Exercise requirements: Reproduce the entire listing below verbatim.

Source records:
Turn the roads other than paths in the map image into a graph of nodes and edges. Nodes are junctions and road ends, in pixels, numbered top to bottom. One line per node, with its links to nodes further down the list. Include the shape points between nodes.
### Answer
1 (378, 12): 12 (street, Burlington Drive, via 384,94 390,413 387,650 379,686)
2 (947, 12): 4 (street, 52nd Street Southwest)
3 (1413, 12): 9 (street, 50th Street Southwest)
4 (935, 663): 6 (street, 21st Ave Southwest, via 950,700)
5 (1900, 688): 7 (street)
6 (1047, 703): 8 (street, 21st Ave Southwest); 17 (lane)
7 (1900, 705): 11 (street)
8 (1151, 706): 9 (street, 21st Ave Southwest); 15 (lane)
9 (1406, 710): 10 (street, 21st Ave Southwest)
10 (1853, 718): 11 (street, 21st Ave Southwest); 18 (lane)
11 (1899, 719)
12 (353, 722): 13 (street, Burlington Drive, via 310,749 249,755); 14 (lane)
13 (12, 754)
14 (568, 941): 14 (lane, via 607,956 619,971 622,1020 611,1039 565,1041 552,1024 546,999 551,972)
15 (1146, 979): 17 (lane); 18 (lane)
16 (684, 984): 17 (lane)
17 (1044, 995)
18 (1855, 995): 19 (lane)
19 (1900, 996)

Answer to this task:
Turn the roads other than paths in the map image into a graph of nodes and edges. Nodes are junctions and road ends, in pixels, numbered top to bottom. One line per node, with its links to nodes further down the list. Include the shape points between nodes.
### Answer
1 (378, 12): 12 (street, Burlington Drive, via 384,94 390,413 387,650 379,686)
2 (947, 12): 4 (street, 52nd Street Southwest)
3 (1413, 12): 9 (street, 50th Street Southwest)
4 (935, 663): 6 (street, 21st Ave Southwest, via 950,700)
5 (1900, 688): 7 (street)
6 (1047, 703): 8 (street, 21st Ave Southwest); 17 (lane)
7 (1900, 705): 11 (street)
8 (1151, 706): 9 (street, 21st Ave Southwest); 15 (lane)
9 (1406, 710): 10 (street, 21st Ave Southwest)
10 (1853, 718): 11 (street, 21st Ave Southwest); 18 (lane)
11 (1899, 719)
12 (353, 722): 13 (street, Burlington Drive, via 310,749 249,755); 14 (lane)
13 (12, 754)
14 (568, 941): 14 (lane, via 607,956 619,971 622,1020 611,1039 565,1041 552,1024 546,999 551,972)
15 (1146, 979): 17 (lane); 18 (lane)
16 (684, 984): 17 (lane)
17 (1044, 995)
18 (1855, 995): 19 (lane)
19 (1900, 996)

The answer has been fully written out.